Task to carry out
Because the lines must stay identical, write out the data without changing anything.
Segment Start: Data shown
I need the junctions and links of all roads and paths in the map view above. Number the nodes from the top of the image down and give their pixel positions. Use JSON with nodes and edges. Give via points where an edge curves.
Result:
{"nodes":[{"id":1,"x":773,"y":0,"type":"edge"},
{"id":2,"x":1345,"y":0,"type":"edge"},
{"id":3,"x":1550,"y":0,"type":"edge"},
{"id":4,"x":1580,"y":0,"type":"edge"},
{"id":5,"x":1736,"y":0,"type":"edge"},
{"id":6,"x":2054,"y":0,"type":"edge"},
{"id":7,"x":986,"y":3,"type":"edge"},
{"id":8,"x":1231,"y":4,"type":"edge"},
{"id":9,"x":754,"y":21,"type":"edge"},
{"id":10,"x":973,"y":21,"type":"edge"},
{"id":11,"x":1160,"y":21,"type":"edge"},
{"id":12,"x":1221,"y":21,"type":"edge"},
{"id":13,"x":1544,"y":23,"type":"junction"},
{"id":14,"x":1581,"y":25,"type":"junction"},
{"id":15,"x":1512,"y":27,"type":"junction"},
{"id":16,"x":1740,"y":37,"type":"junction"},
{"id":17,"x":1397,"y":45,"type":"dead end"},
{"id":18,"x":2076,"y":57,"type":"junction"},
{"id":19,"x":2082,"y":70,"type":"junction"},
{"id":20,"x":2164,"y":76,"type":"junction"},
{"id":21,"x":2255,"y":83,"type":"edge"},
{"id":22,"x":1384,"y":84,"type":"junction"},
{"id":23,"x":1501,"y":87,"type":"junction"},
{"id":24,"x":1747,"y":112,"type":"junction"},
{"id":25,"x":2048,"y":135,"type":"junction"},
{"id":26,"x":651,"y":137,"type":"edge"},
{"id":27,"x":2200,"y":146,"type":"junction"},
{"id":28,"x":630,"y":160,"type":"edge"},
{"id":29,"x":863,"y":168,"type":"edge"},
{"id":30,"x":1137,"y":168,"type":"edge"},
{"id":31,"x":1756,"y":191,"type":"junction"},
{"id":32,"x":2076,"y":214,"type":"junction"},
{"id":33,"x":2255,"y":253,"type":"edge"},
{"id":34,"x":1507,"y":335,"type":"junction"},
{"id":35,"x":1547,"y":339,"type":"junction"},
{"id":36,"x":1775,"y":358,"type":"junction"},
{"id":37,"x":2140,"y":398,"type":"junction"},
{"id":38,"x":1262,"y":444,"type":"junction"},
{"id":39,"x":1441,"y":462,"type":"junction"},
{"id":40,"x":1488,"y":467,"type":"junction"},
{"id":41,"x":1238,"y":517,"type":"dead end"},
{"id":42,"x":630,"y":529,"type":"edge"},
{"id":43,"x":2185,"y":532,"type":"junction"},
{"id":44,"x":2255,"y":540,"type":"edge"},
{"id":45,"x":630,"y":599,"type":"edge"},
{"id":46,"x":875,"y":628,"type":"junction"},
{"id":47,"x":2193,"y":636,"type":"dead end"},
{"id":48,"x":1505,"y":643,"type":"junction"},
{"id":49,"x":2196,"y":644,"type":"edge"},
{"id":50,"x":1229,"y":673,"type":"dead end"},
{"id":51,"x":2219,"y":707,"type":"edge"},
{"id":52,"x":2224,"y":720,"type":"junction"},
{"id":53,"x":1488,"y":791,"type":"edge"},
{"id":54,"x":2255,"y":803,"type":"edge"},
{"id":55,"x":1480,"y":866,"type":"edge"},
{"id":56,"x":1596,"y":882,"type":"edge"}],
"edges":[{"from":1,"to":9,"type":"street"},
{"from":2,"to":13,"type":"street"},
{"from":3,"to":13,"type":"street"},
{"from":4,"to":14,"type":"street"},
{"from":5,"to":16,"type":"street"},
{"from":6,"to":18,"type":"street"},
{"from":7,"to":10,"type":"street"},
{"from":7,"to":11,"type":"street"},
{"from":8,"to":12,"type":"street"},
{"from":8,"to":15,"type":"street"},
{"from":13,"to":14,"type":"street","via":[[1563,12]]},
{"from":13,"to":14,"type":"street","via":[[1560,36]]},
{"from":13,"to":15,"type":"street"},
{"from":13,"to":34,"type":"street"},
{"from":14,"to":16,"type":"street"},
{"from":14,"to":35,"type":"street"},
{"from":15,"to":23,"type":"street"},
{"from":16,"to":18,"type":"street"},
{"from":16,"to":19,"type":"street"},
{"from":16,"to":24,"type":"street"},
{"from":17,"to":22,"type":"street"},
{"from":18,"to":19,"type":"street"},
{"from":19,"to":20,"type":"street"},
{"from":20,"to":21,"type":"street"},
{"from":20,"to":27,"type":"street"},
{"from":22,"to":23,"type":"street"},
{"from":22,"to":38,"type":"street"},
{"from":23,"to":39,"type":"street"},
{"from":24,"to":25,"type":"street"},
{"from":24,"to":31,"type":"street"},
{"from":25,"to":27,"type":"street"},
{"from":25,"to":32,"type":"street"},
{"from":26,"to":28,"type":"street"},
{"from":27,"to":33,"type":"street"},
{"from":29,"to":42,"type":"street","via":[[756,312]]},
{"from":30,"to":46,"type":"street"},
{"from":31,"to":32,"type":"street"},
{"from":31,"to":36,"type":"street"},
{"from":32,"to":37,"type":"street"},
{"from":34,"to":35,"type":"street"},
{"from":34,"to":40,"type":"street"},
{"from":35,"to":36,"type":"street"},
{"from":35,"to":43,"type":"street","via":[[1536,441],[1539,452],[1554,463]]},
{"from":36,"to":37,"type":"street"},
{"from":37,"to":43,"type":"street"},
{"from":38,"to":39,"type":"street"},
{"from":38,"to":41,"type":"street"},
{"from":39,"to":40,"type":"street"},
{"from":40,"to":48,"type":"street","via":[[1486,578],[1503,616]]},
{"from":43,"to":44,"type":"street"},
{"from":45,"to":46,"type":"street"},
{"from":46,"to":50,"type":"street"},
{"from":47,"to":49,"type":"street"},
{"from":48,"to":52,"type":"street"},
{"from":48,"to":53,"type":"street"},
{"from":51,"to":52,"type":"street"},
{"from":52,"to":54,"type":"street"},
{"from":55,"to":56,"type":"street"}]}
Segment End: Data shown
Response to this exercise
I need the junctions and links of all roads and paths in the map view above. Number the nodes from the top of the image down and give their pixel positions. Use JSON with nodes and edges. Give via points where an edge curves.
Result:
{"nodes":[{"id":1,"x":773,"y":0,"type":"edge"},
{"id":2,"x":1345,"y":0,"type":"edge"},
{"id":3,"x":1550,"y":0,"type":"edge"},
{"id":4,"x":1580,"y":0,"type":"edge"},
{"id":5,"x":1736,"y":0,"type":"edge"},
{"id":6,"x":2054,"y":0,"type":"edge"},
{"id":7,"x":986,"y":3,"type":"edge"},
{"id":8,"x":1231,"y":4,"type":"edge"},
{"id":9,"x":754,"y":21,"type":"edge"},
{"id":10,"x":973,"y":21,"type":"edge"},
{"id":11,"x":1160,"y":21,"type":"edge"},
{"id":12,"x":1221,"y":21,"type":"edge"},
{"id":13,"x":1544,"y":23,"type":"junction"},
{"id":14,"x":1581,"y":25,"type":"junction"},
{"id":15,"x":1512,"y":27,"type":"junction"},
{"id":16,"x":1740,"y":37,"type":"junction"},
{"id":17,"x":1397,"y":45,"type":"dead end"},
{"id":18,"x":2076,"y":57,"type":"junction"},
{"id":19,"x":2082,"y":70,"type":"junction"},
{"id":20,"x":2164,"y":76,"type":"junction"},
{"id":21,"x":2255,"y":83,"type":"edge"},
{"id":22,"x":1384,"y":84,"type":"junction"},
{"id":23,"x":1501,"y":87,"type":"junction"},
{"id":24,"x":1747,"y":112,"type":"junction"},
{"id":25,"x":2048,"y":135,"type":"junction"},
{"id":26,"x":651,"y":137,"type":"edge"},
{"id":27,"x":2200,"y":146,"type":"junction"},
{"id":28,"x":630,"y":160,"type":"edge"},
{"id":29,"x":863,"y":168,"type":"edge"},
{"id":30,"x":1137,"y":168,"type":"edge"},
{"id":31,"x":1756,"y":191,"type":"junction"},
{"id":32,"x":2076,"y":214,"type":"junction"},
{"id":33,"x":2255,"y":253,"type":"edge"},
{"id":34,"x":1507,"y":335,"type":"junction"},
{"id":35,"x":1547,"y":339,"type":"junction"},
{"id":36,"x":1775,"y":358,"type":"junction"},
{"id":37,"x":2140,"y":398,"type":"junction"},
{"id":38,"x":1262,"y":444,"type":"junction"},
{"id":39,"x":1441,"y":462,"type":"junction"},
{"id":40,"x":1488,"y":467,"type":"junction"},
{"id":41,"x":1238,"y":517,"type":"dead end"},
{"id":42,"x":630,"y":529,"type":"edge"},
{"id":43,"x":2185,"y":532,"type":"junction"},
{"id":44,"x":2255,"y":540,"type":"edge"},
{"id":45,"x":630,"y":599,"type":"edge"},
{"id":46,"x":875,"y":628,"type":"junction"},
{"id":47,"x":2193,"y":636,"type":"dead end"},
{"id":48,"x":1505,"y":643,"type":"junction"},
{"id":49,"x":2196,"y":644,"type":"edge"},
{"id":50,"x":1229,"y":673,"type":"dead end"},
{"id":51,"x":2219,"y":707,"type":"edge"},
{"id":52,"x":2224,"y":720,"type":"junction"},
{"id":53,"x":1488,"y":791,"type":"edge"},
{"id":54,"x":2255,"y":803,"type":"edge"},
{"id":55,"x":1480,"y":866,"type":"edge"},
{"id":56,"x":1596,"y":882,"type":"edge"}],
"edges":[{"from":1,"to":9,"type":"street"},
{"from":2,"to":13,"type":"street"},
{"from":3,"to":13,"type":"street"},
{"from":4,"to":14,"type":"street"},
{"from":5,"to":16,"type":"street"},
{"from":6,"to":18,"type":"street"},
{"from":7,"to":10,"type":"street"},
{"from":7,"to":11,"type":"street"},
{"from":8,"to":12,"type":"street"},
{"from":8,"to":15,"type":"street"},
{"from":13,"to":14,"type":"street","via":[[1563,12]]},
{"from":13,"to":14,"type":"street","via":[[1560,36]]},
{"from":13,"to":15,"type":"street"},
{"from":13,"to":34,"type":"street"},
{"from":14,"to":16,"type":"street"},
{"from":14,"to":35,"type":"street"},
{"from":15,"to":23,"type":"street"},
{"from":16,"to":18,"type":"street"},
{"from":16,"to":19,"type":"street"},
{"from":16,"to":24,"type":"street"},
{"from":17,"to":22,"type":"street"},
{"from":18,"to":19,"type":"street"},
{"from":19,"to":20,"type":"street"},
{"from":20,"to":21,"type":"street"},
{"from":20,"to":27,"type":"street"},
{"from":22,"to":23,"type":"street"},
{"from":22,"to":38,"type":"street"},
{"from":23,"to":39,"type":"street"},
{"from":24,"to":25,"type":"street"},
{"from":24,"to":31,"type":"street"},
{"from":25,"to":27,"type":"street"},
{"from":25,"to":32,"type":"street"},
{"from":26,"to":28,"type":"street"},
{"from":27,"to":33,"type":"street"},
{"from":29,"to":42,"type":"street","via":[[756,312]]},
{"from":30,"to":46,"type":"street"},
{"from":31,"to":32,"type":"street"},
{"from":31,"to":36,"type":"street"},
{"from":32,"to":37,"type":"street"},
{"from":34,"to":35,"type":"street"},
{"from":34,"to":40,"type":"street"},
{"from":35,"to":36,"type":"street"},
{"from":35,"to":43,"type":"street","via":[[1536,441],[1539,452],[1554,463]]},
{"from":36,"to":37,"type":"street"},
{"from":37,"to":43,"type":"street"},
{"from":38,"to":39,"type":"street"},
{"from":38,"to":41,"type":"street"},
{"from":39,"to":40,"type":"street"},
{"from":40,"to":48,"type":"street","via":[[1486,578],[1503,616]]},
{"from":43,"to":44,"type":"street"},
{"from":45,"to":46,"type":"street"},
{"from":46,"to":50,"type":"street"},
{"from":47,"to":49,"type":"street"},
{"from":48,"to":52,"type":"street"},
{"from":48,"to":53,"type":"street"},
{"from":51,"to":52,"type":"street"},
{"from":52,"to":54,"type":"street"},
{"from":55,"to":56,"type":"street"}]}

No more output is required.